## Given entries
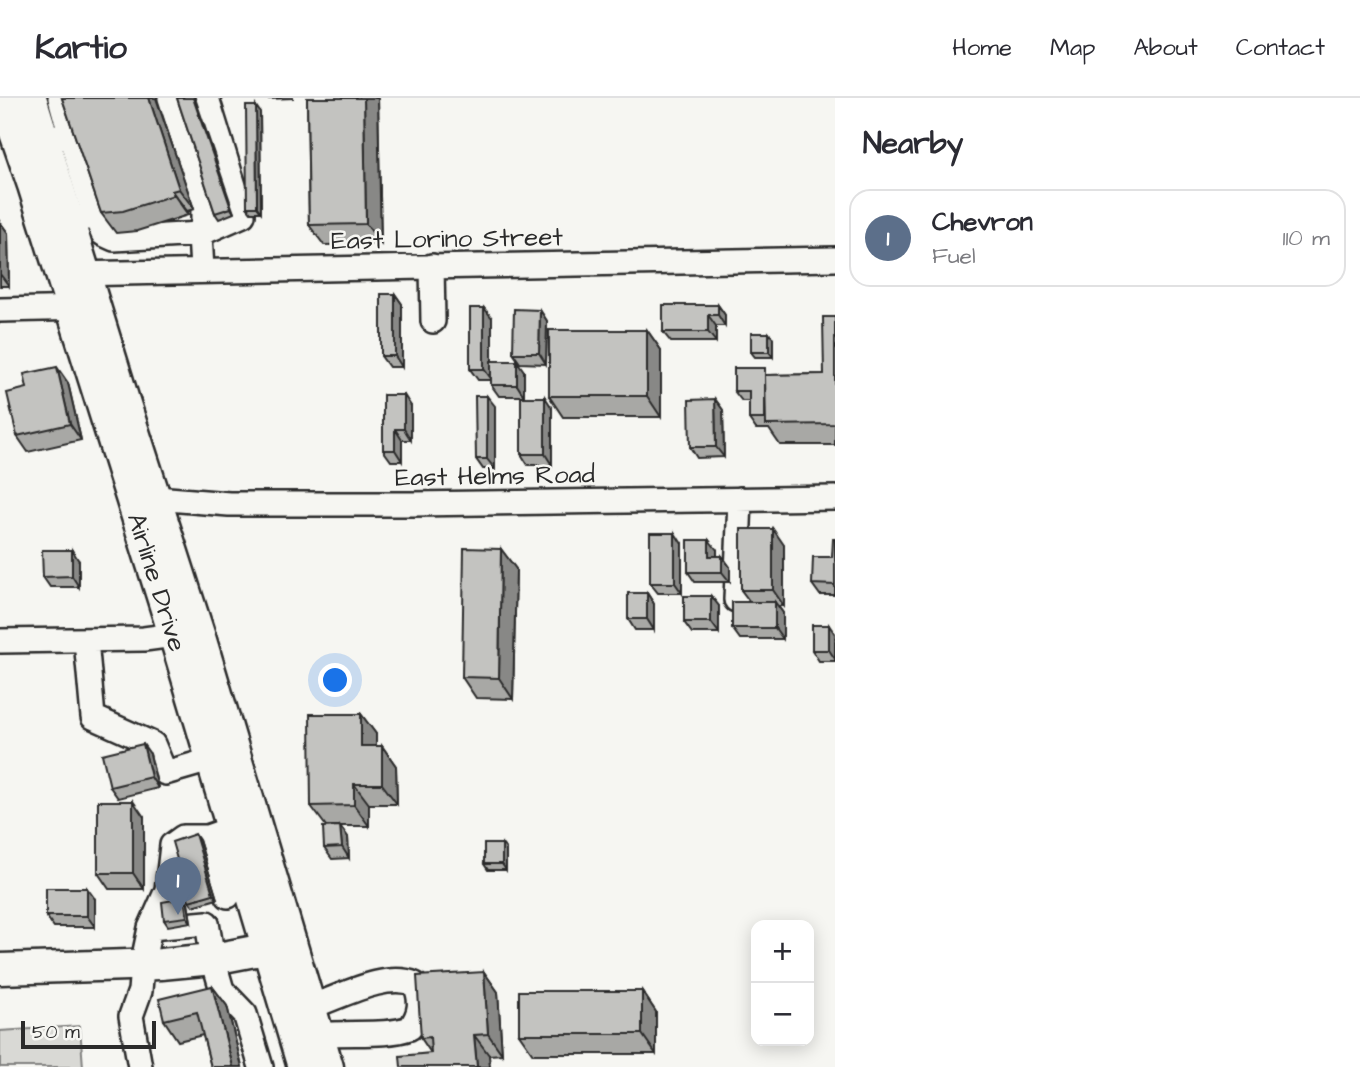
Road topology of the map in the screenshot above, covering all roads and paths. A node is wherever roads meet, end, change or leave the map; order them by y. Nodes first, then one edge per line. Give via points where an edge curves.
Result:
1 (31, 98) edge
2 (60, 98) edge
3 (170, 98) edge
4 (207, 98) edge
5 (5, 114) edge
6 (58, 140) junction
7 (81, 216) junction
8 (200, 234) junction
9 (835, 259) edge
10 (432, 266) junction
11 (202, 270) junction
12 (73, 273) junction
13 (84, 308) junction
14 (0, 310) edge
15 (433, 321) dead end
16 (156, 498) junction
17 (835, 498) edge
18 (740, 499) junction
19 (737, 600) edge
20 (174, 635) junction
21 (86, 640) junction
22 (0, 641) edge
23 (210, 760) junction
24 (218, 833) junction
25 (238, 893) junction
26 (207, 923) junction
27 (150, 928) junction
28 (278, 946) junction
29 (213, 959) junction
30 (142, 966) junction
31 (0, 969) edge
32 (140, 1067) edge
33 (261, 1067) edge
34 (303, 1067) edge
35 (328, 1067) edge

1 - 6 main road, Airline Drive
2 - 6 street
3 - 8 street via 203,200
4 - 8 street via 243,215
5 - 12 main road, Airline Drive
6 - 7 main road, Airline Drive
7 - 8 street via 114,239
7 - 12 main road, Airline Drive
8 - 11 street
9 - 10 street, East Lorino Street
10 - 11 street, East Lorino Street
10 - 15 street
11 - 12 street, East Lorino Street
12 - 13 main road, Airline Drive
13 - 14 street
13 - 16 main road, Airline Drive via 124,401
13 - 20 main road, Airline Drive
16 - 18 street, East Helms Road via 217,504
16 - 28 main road, Airline Drive via 200,637
17 - 18 street, East Helms Road
18 - 19 street
20 - 21 street
20 - 23 main road, Airline Drive
21 - 22 street
21 - 23 street via 93,717 153,744 165,773
23 - 24 main road, Airline Drive
24 - 25 main road, Airline Drive
24 - 27 street via 183,838 172,845 167,890
25 - 26 street
25 - 28 main road, Airline Drive
26 - 27 street
26 - 29 street
27 - 30 street
28 - 29 main road
28 - 34 main road, Airline Drive
28 - 35 main road, Airline Drive via 314,1021
29 - 30 main road
29 - 33 street via 222,990 245,1014
30 - 31 main road
30 - 32 street via 131,1016

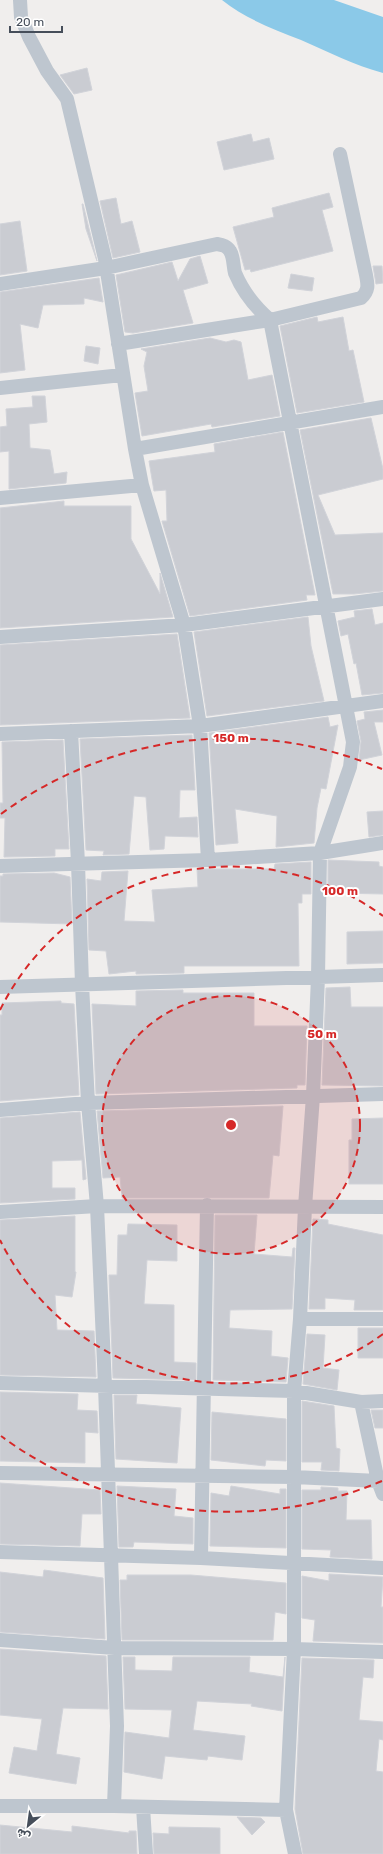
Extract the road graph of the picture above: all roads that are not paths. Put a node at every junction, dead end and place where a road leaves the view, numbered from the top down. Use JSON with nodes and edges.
{"nodes":[{"id":1,"x":20,"y":0,"type":"edge"},
{"id":2,"x":340,"y":154,"type":"dead end"},
{"id":3,"x":106,"y":268,"type":"junction"},
{"id":4,"x":0,"y":284,"type":"edge"},
{"id":5,"x":270,"y":320,"type":"junction"},
{"id":6,"x":118,"y":344,"type":"junction"},
{"id":7,"x":122,"y":375,"type":"junction"},
{"id":8,"x":0,"y":388,"type":"edge"},
{"id":9,"x":383,"y":407,"type":"edge"},
{"id":10,"x":290,"y":422,"type":"junction"},
{"id":11,"x":135,"y":449,"type":"junction"},
{"id":12,"x":142,"y":485,"type":"junction"},
{"id":13,"x":0,"y":498,"type":"edge"},
{"id":14,"x":383,"y":599,"type":"edge"},
{"id":15,"x":326,"y":607,"type":"junction"},
{"id":16,"x":184,"y":625,"type":"junction"},
{"id":17,"x":0,"y":637,"type":"edge"},
{"id":18,"x":383,"y":701,"type":"edge"},
{"id":19,"x":346,"y":705,"type":"junction"},
{"id":20,"x":200,"y":726,"type":"junction"},
{"id":21,"x":71,"y":731,"type":"junction"},
{"id":22,"x":0,"y":734,"type":"edge"},
{"id":23,"x":383,"y":843,"type":"edge"},
{"id":24,"x":320,"y":854,"type":"junction"},
{"id":25,"x":208,"y":860,"type":"junction"},
{"id":26,"x":78,"y":863,"type":"junction"},
{"id":27,"x":0,"y":866,"type":"edge"},
{"id":28,"x":383,"y":976,"type":"edge"},
{"id":29,"x":318,"y":977,"type":"junction"},
{"id":30,"x":82,"y":984,"type":"junction"},
{"id":31,"x":0,"y":987,"type":"edge"},
{"id":32,"x":383,"y":1094,"type":"edge"},
{"id":33,"x":313,"y":1096,"type":"junction"},
{"id":34,"x":88,"y":1103,"type":"junction"},
{"id":35,"x":0,"y":1110,"type":"edge"},
{"id":36,"x":207,"y":1205,"type":"junction"},
{"id":37,"x":97,"y":1206,"type":"junction"},
{"id":38,"x":305,"y":1207,"type":"junction"},
{"id":39,"x":383,"y":1207,"type":"edge"},
{"id":40,"x":0,"y":1212,"type":"edge"},
{"id":41,"x":300,"y":1319,"type":"junction"},
{"id":42,"x":383,"y":1319,"type":"edge"},
{"id":43,"x":0,"y":1383,"type":"edge"},
{"id":44,"x":105,"y":1386,"type":"junction"},
{"id":45,"x":203,"y":1389,"type":"junction"},
{"id":46,"x":294,"y":1391,"type":"junction"},
{"id":47,"x":383,"y":1401,"type":"edge"},
{"id":48,"x":361,"y":1402,"type":"junction"},
{"id":49,"x":0,"y":1473,"type":"edge"},
{"id":50,"x":108,"y":1475,"type":"junction"},
{"id":51,"x":202,"y":1477,"type":"junction"},
{"id":52,"x":294,"y":1477,"type":"junction"},
{"id":53,"x":381,"y":1488,"type":"edge"},
{"id":54,"x":0,"y":1552,"type":"edge"},
{"id":55,"x":110,"y":1557,"type":"junction"},
{"id":56,"x":201,"y":1558,"type":"junction"},
{"id":57,"x":293,"y":1562,"type":"junction"},
{"id":58,"x":383,"y":1568,"type":"edge"},
{"id":59,"x":0,"y":1640,"type":"edge"},
{"id":60,"x":115,"y":1648,"type":"junction"},
{"id":61,"x":294,"y":1649,"type":"junction"},
{"id":62,"x":383,"y":1652,"type":"edge"},
{"id":63,"x":0,"y":1806,"type":"edge"},
{"id":64,"x":114,"y":1806,"type":"junction"},
{"id":65,"x":143,"y":1807,"type":"junction"},
{"id":66,"x":286,"y":1810,"type":"junction"},
{"id":67,"x":146,"y":1854,"type":"edge"},
{"id":68,"x":295,"y":1854,"type":"edge"}],
"edges":[{"from":1,"to":3,"type":"street"},
{"from":2,"to":5,"type":"street"},
{"from":3,"to":4,"type":"street"},
{"from":3,"to":5,"type":"street"},
{"from":3,"to":6,"type":"street"},
{"from":5,"to":6,"type":"street"},
{"from":5,"to":10,"type":"street"},
{"from":6,"to":7,"type":"street"},
{"from":7,"to":8,"type":"street"},
{"from":7,"to":11,"type":"street"},
{"from":9,"to":10,"type":"street"},
{"from":10,"to":11,"type":"street"},
{"from":10,"to":15,"type":"street"},
{"from":11,"to":12,"type":"street"},
{"from":12,"to":13,"type":"street"},
{"from":12,"to":16,"type":"street"},
{"from":14,"to":15,"type":"street"},
{"from":15,"to":16,"type":"street"},
{"from":15,"to":19,"type":"street"},
{"from":16,"to":17,"type":"street"},
{"from":16,"to":20,"type":"street"},
{"from":18,"to":19,"type":"street"},
{"from":19,"to":20,"type":"street"},
{"from":19,"to":24,"type":"street"},
{"from":20,"to":21,"type":"street"},
{"from":20,"to":25,"type":"street"},
{"from":21,"to":22,"type":"street"},
{"from":21,"to":26,"type":"street"},
{"from":23,"to":24,"type":"street"},
{"from":24,"to":25,"type":"street"},
{"from":24,"to":29,"type":"street"},
{"from":25,"to":26,"type":"street"},
{"from":26,"to":27,"type":"street"},
{"from":26,"to":30,"type":"street"},
{"from":28,"to":29,"type":"street"},
{"from":29,"to":30,"type":"street"},
{"from":29,"to":33,"type":"street"},
{"from":30,"to":31,"type":"street"},
{"from":30,"to":34,"type":"street"},
{"from":32,"to":33,"type":"street"},
{"from":33,"to":34,"type":"street"},
{"from":33,"to":38,"type":"street"},
{"from":34,"to":35,"type":"street"},
{"from":34,"to":37,"type":"street"},
{"from":36,"to":37,"type":"street"},
{"from":36,"to":38,"type":"street"},
{"from":36,"to":45,"type":"street"},
{"from":37,"to":40,"type":"street"},
{"from":37,"to":44,"type":"street"},
{"from":38,"to":39,"type":"street"},
{"from":38,"to":41,"type":"street"},
{"from":41,"to":42,"type":"street"},
{"from":41,"to":46,"type":"street"},
{"from":43,"to":44,"type":"street"},
{"from":44,"to":45,"type":"street"},
{"from":44,"to":50,"type":"street"},
{"from":45,"to":46,"type":"street"},
{"from":45,"to":51,"type":"street"},
{"from":46,"to":48,"type":"street"},
{"from":46,"to":52,"type":"street"},
{"from":47,"to":48,"type":"street"},
{"from":48,"to":53,"type":"street"},
{"from":49,"to":50,"type":"street"},
{"from":50,"to":51,"type":"street"},
{"from":50,"to":55,"type":"street"},
{"from":51,"to":52,"type":"street"},
{"from":51,"to":56,"type":"street"},
{"from":52,"to":53,"type":"street"},
{"from":52,"to":57,"type":"street"},
{"from":54,"to":55,"type":"street"},
{"from":55,"to":56,"type":"street"},
{"from":55,"to":60,"type":"street"},
{"from":56,"to":57,"type":"street"},
{"from":57,"to":58,"type":"street"},
{"from":57,"to":61,"type":"street"},
{"from":59,"to":60,"type":"street"},
{"from":60,"to":61,"type":"street"},
{"from":60,"to":64,"type":"street"},
{"from":61,"to":62,"type":"street"},
{"from":61,"to":66,"type":"street"},
{"from":63,"to":64,"type":"street"},
{"from":64,"to":65,"type":"street"},
{"from":65,"to":66,"type":"street"},
{"from":65,"to":67,"type":"street"},
{"from":66,"to":68,"type":"street"}]}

## Goal of the exercise
Where a line of the data holds the word "dead", copy that line.

## Response area
15 (433, 321) dead end
Extract the road graph of the picture above: all roads that are not paths. Put a node at every junction, dead end and place where a road leaves the view, numbered from the top down. Use JSON with nodes and edges.
{"id":2,"x":340,"y":154,"type":"dead end"},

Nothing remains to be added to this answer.